17.10.06

Reflexo


Colocamos mensagens nas paredes de uma casa assombrada. Os leitores dessas palavras são viajantes efémeros. Podem até deixar novas mensagens nas paredes, mas tudo é virtual. O que parece ter existência, afinal não existe. Tu és a excepção, pelo menos tens a certeza disso. Este local indistinto, chamado blogosfera, tem múltiplos habitantes, mas só tu, que me lês, estás aí.
Eis a diferença entre o que aparece escrito num livro e estas palavras à solta, que não têm solo firme que possam pisar.
Uma pessoa que observa o seu reflexo é ela mesma ou quem ela se imagina ou alguém que os outros estão a ver enquanto se olha?

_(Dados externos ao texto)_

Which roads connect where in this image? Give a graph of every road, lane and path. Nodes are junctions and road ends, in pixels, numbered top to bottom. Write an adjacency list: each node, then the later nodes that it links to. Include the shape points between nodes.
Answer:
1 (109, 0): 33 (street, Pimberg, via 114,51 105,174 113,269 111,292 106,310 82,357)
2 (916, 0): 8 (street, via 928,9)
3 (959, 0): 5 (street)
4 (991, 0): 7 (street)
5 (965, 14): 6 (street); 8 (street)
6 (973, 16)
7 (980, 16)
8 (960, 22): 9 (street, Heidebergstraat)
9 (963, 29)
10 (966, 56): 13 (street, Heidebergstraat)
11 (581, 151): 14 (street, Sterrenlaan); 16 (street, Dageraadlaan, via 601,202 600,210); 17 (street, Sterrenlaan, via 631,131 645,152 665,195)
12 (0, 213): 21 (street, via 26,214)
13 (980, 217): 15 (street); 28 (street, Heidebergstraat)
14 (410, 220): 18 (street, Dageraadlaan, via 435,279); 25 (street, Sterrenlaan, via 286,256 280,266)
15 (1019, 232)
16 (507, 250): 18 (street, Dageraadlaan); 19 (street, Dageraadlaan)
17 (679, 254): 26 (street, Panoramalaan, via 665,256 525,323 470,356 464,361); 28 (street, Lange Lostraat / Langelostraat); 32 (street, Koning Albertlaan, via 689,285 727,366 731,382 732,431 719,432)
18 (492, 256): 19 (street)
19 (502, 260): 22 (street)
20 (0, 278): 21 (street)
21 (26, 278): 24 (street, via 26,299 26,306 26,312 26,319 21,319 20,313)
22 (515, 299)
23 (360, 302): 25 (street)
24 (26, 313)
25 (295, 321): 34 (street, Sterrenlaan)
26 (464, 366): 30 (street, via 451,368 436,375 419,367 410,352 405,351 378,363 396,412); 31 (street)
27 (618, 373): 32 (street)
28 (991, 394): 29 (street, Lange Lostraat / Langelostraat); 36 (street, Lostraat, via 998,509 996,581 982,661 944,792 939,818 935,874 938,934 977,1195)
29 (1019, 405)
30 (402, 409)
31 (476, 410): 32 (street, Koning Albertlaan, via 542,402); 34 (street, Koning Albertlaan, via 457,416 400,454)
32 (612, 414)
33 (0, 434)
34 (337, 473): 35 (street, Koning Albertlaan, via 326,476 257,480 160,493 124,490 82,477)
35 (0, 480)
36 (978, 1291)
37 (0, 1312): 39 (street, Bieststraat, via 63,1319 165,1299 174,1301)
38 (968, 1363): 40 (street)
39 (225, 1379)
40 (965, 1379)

Num conto de Vladimir Nabokov, há um barbeiro em Berlim que é antigo capitão dos exércitos brancos da guerra civil russa. Por acidente, o seu torturador comunista entra na barbearia. E, perverso, o escritor deleita-se a descrever a lâmina afiada a percorrer a garganta do comissário, deslizando na pele, empunhada pela personagem do capitão, que se interroga se deve ou não cravá-la no comunista indefeso, desatento ao que está completamente visível perante os seus olhos, se ao menos olhasse o espelho. Ou seja, e esse é o ponto crucial, o invisível barbeiro é sempre mais do que essa precária sombra, mal perceptível. O nosso erro é nunca olharmos com cuidado.
A literatura vale pela força de verdade que as palavras carregam. Cada vez que hesitamos, essa necessária nudez fica mais longe. Mas, por outro lado, à lâmina só é permitido deslizar, muito ao de leve, sobre a ténue casca da pele. E ao intruso indefeso, nunca convém olhar de frente o espelho.